# IE 7 fonts on Firefox



## ashu888ashu888 (Sep 23, 2008)

hey guys, 

I was looking for some kind of a plugin which would allow me to see the same font style, size and font attributes as displayed in IE 7, so I googled and found this link:

*www.realestatebloglab.com/blogging-in-general/ie-7-fonts-on-firefox-and-all-of-your-applications/

Here, a Microsoft power toy known as CLEAR TYPE TUNER is mentioned, which will allow users to view the same fonts used by IE 7 into FF.

You can get this CLEAR TYPE TUNER plugin from here:

*www.microsoft.com/windowsxp/downloads/powertoys/xppowertoys.mspx

In the rt. hand column, DOWNLOADS, there is this mentioned:


> ClearType Tuner PowerToy
> *www.microsoft.com/business/templates/MNP2.Common/images/icon_exe.gifsetup.exe
> 2 MB 5 min @ 28.8 Kbps


So, d/load it and install it and apply the plugin, then restart FF and see the difference. I have posted pics for your clarity.. 

*Before Applying the plugin, the font in FF is a bit thin and less vibrant (below):

**img7.pictiger.com/a9e/16856079_th.jpg

===============================================

*After Applying the plugin, the font in FF is the same as seen in IE 7 which is much more bolder and thick (below):*

*img7.pictiger.com/2e6/16856089_th.jpg

================================================


Hope u guys like it, I am using this w'out any complications.. 
--------------


Cheers n e-peace....


----------



## QwertyManiac (Sep 25, 2008)

So you could read your code well since then and thus its in Programming section?


----------



## Faun (Sep 25, 2008)

hahaha


----------



## ashu888ashu888 (Sep 25, 2008)

^^ 

well no, its already a MS made script, since there was no appropriate section for it, i placed it here...

If u feel its in the wrong section, u can move it elsewhere.. 
-------------

also, does the PROGRAMMING section means tat users cannot post other offically made scripts apart from their own custom made ones?? ?? 

I cant see that written anywhere buddy...
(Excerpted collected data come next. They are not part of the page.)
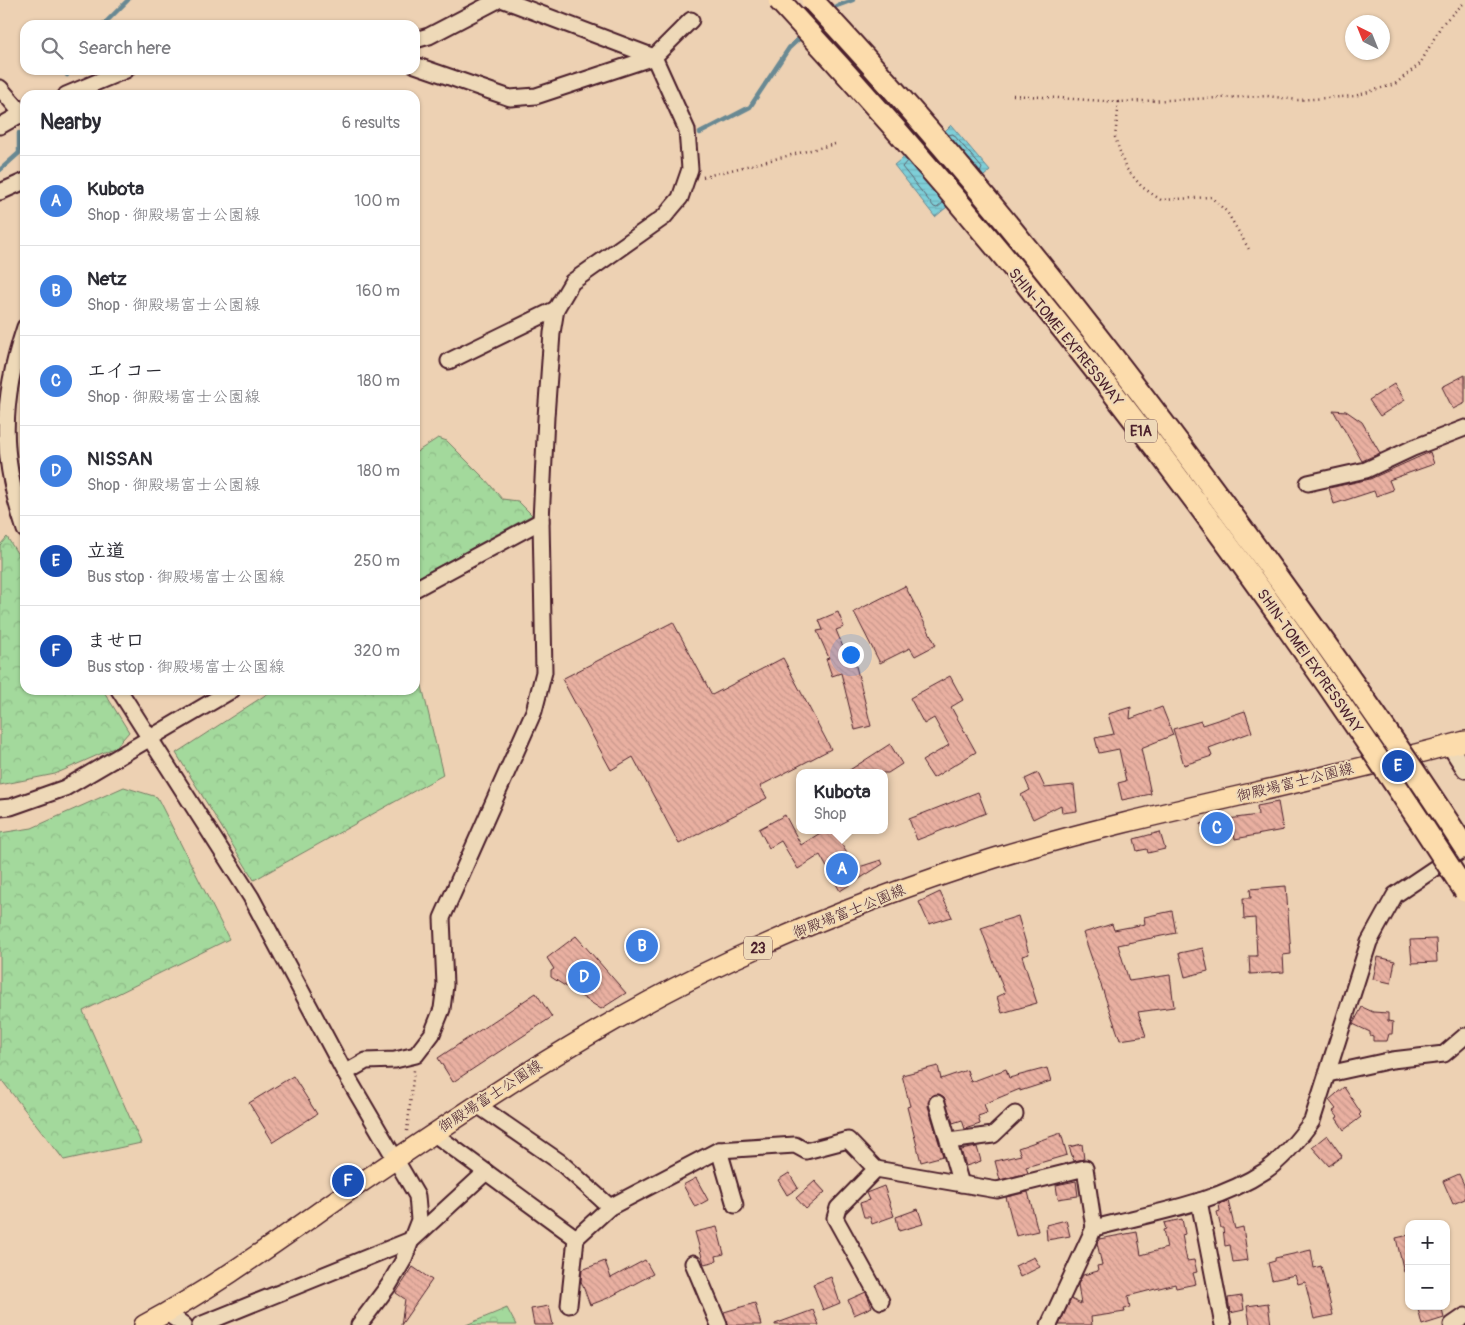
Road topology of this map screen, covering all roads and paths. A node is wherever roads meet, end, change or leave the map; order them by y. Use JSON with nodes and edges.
{"nodes":[{"id":1,"x":498,"y":0,"type":"edge"},
{"id":2,"x":504,"y":0,"type":"edge"},
{"id":3,"x":779,"y":0,"type":"edge"},
{"id":4,"x":812,"y":0,"type":"edge"},
{"id":5,"x":1465,"y":2,"type":"edge"},
{"id":6,"x":691,"y":20,"type":"dead end"},
{"id":7,"x":420,"y":39,"type":"edge"},
{"id":8,"x":654,"y":57,"type":"junction"},
{"id":9,"x":420,"y":67,"type":"edge"},
{"id":10,"x":114,"y":75,"type":"edge"},
{"id":11,"x":0,"y":88,"type":"edge"},
{"id":12,"x":78,"y":90,"type":"edge"},
{"id":13,"x":1013,"y":95,"type":"dead end"},
{"id":14,"x":1119,"y":102,"type":"junction"},
{"id":15,"x":20,"y":110,"type":"edge"},
{"id":16,"x":20,"y":116,"type":"edge"},
{"id":17,"x":0,"y":126,"type":"edge"},
{"id":18,"x":835,"y":144,"type":"dead end"},
{"id":19,"x":685,"y":181,"type":"junction"},
{"id":20,"x":20,"y":183,"type":"edge"},
{"id":21,"x":0,"y":192,"type":"edge"},
{"id":22,"x":1250,"y":251,"type":"dead end"},
{"id":23,"x":556,"y":309,"type":"junction"},
{"id":24,"x":20,"y":341,"type":"edge"},
{"id":25,"x":449,"y":361,"type":"dead end"},
{"id":26,"x":1465,"y":428,"type":"edge"},
{"id":27,"x":1308,"y":483,"type":"dead end"},
{"id":28,"x":20,"y":516,"type":"edge"},
{"id":29,"x":541,"y":520,"type":"junction"},
{"id":30,"x":420,"y":586,"type":"edge"},
{"id":31,"x":122,"y":695,"type":"edge"},
{"id":32,"x":224,"y":695,"type":"edge"},
{"id":33,"x":149,"y":739,"type":"junction"},
{"id":34,"x":1457,"y":743,"type":"edge"},
{"id":35,"x":1465,"y":770,"type":"edge"},
{"id":36,"x":0,"y":808,"type":"edge"},
{"id":37,"x":1465,"y":848,"type":"edge"},
{"id":38,"x":1465,"y":891,"type":"edge"},
{"id":39,"x":1465,"y":1036,"type":"edge"},
{"id":40,"x":416,"y":1055,"type":"junction"},
{"id":41,"x":345,"y":1073,"type":"junction"},
{"id":42,"x":1328,"y":1074,"type":"junction"},
{"id":43,"x":937,"y":1103,"type":"dead end"},
{"id":44,"x":476,"y":1104,"type":"junction"},
{"id":45,"x":1016,"y":1114,"type":"dead end"},
{"id":46,"x":433,"y":1133,"type":"junction"},
{"id":47,"x":949,"y":1141,"type":"junction"},
{"id":48,"x":726,"y":1149,"type":"junction"},
{"id":49,"x":401,"y":1156,"type":"junction"},
{"id":50,"x":876,"y":1169,"type":"junction"},
{"id":51,"x":486,"y":1172,"type":"junction"},
{"id":52,"x":961,"y":1184,"type":"junction"},
{"id":53,"x":1199,"y":1201,"type":"junction"},
{"id":54,"x":735,"y":1205,"type":"dead end"},
{"id":55,"x":610,"y":1207,"type":"junction"},
{"id":56,"x":1094,"y":1228,"type":"junction"},
{"id":57,"x":413,"y":1238,"type":"junction"},
{"id":58,"x":576,"y":1238,"type":"junction"},
{"id":59,"x":693,"y":1263,"type":"dead end"},
{"id":60,"x":881,"y":1301,"type":"dead end"},
{"id":61,"x":569,"y":1305,"type":"dead end"},
{"id":62,"x":167,"y":1313,"type":"junction"},
{"id":63,"x":1465,"y":1316,"type":"edge"},
{"id":64,"x":144,"y":1325,"type":"edge"},
{"id":65,"x":184,"y":1325,"type":"edge"},
{"id":66,"x":200,"y":1325,"type":"edge"},
{"id":67,"x":358,"y":1325,"type":"edge"},
{"id":68,"x":719,"y":1325,"type":"edge"},
{"id":69,"x":1049,"y":1325,"type":"edge"},
{"id":70,"x":1223,"y":1325,"type":"edge"},
{"id":71,"x":1452,"y":1325,"type":"edge"}],
"edges":[{"from":1,"to":7,"type":"street"},
{"from":2,"to":8,"type":"street"},
{"from":3,"to":38,"type":"highway","name":"SHIN-TOMEI EXPRESSWAY","number":"E1A","bridge":true},
{"from":4,"to":37,"type":"highway","name":"SHIN-TOMEI EXPRESSWAY","number":"E1A","bridge":true},
{"from":5,"to":14,"type":"path"},
{"from":6,"to":8,"type":"street"},
{"from":8,"to":9,"type":"street"},
{"from":8,"to":19,"type":"street"},
{"from":10,"to":12,"type":"street"},
{"from":11,"to":15,"type":"street"},
{"from":13,"to":14,"type":"path"},
{"from":14,"to":22,"type":"path"},
{"from":16,"to":17,"type":"street"},
{"from":18,"to":19,"type":"path"},
{"from":19,"to":23,"type":"street"},
{"from":20,"to":21,"type":"street"},
{"from":23,"to":25,"type":"street"},
{"from":23,"to":29,"type":"street"},
{"from":24,"to":28,"type":"street"},
{"from":26,"to":27,"type":"street"},
{"from":29,"to":30,"type":"street"},
{"from":29,"to":40,"type":"street"},
{"from":31,"to":33,"type":"street"},
{"from":32,"to":33,"type":"street"},
{"from":33,"to":36,"type":"street"},
{"from":33,"to":41,"type":"street"},
{"from":34,"to":35,"type":"street"},
{"from":34,"to":44,"type":"main road","name":"御殿場富士公園線","number":"23"},
{"from":37,"to":42,"type":"street"},
{"from":39,"to":42,"type":"street"},
{"from":40,"to":41,"type":"street"},
{"from":40,"to":49,"type":"path"},
{"from":41,"to":49,"type":"street"},
{"from":42,"to":53,"type":"street"},
{"from":43,"to":47,"type":"street"},
{"from":44,"to":46,"type":"main road","name":"御殿場富士公園線","number":"23"},
{"from":44,"to":55,"type":"street"},
{"from":45,"to":47,"type":"street"},
{"from":46,"to":49,"type":"main road","name":"御殿場富士公園線","number":"23"},
{"from":46,"to":51,"type":"street"},
{"from":47,"to":52,"type":"street"},
{"from":48,"to":50,"type":"street"},
{"from":48,"to":54,"type":"street"},
{"from":48,"to":55,"type":"street"},
{"from":49,"to":57,"type":"street"},
{"from":49,"to":62,"type":"main road","name":"御殿場富士公園線","number":"23"},
{"from":50,"to":52,"type":"street"},
{"from":50,"to":60,"type":"street"},
{"from":51,"to":57,"type":"street"},
{"from":51,"to":58,"type":"street"},
{"from":52,"to":56,"type":"street"},
{"from":53,"to":56,"type":"street"},
{"from":53,"to":70,"type":"street"},
{"from":55,"to":58,"type":"street"},
{"from":56,"to":69,"type":"street"},
{"from":57,"to":66,"type":"street"},
{"from":57,"to":67,"type":"street"},
{"from":58,"to":61,"type":"street"},
{"from":59,"to":68,"type":"street"},
{"from":62,"to":64,"type":"main road","name":"御殿場富士公園線","number":"23"},
{"from":62,"to":65,"type":"street"},
{"from":63,"to":71,"type":"street"}]}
Instead of saying tat i can read the script or no, if u wud hv apprciated this small solution for a FF font, it wud be rather helpful for others too.. 
---------------------

Cheers n e-peace...


----------



## Quiz_Master (Sep 25, 2008)

^^ This should go to REVIEWS section as it is a review thingie of a company made product!


----------



## ashu888ashu888 (Sep 25, 2008)

^^ 

ok, not a problem.. as far as the users are benefiting from it .. 
------------------

Loved reading ur siggy


----------



## Hitboxx (Sep 25, 2008)

Yeah, all are real smart and know what goes where, but does anybody ever care about reporting it?..ever..? Really cool!

_<Moved to Reviews>_


----------



## ashu888ashu888 (Sep 25, 2008)

^^

thanx buddy for moving the thread.....


----------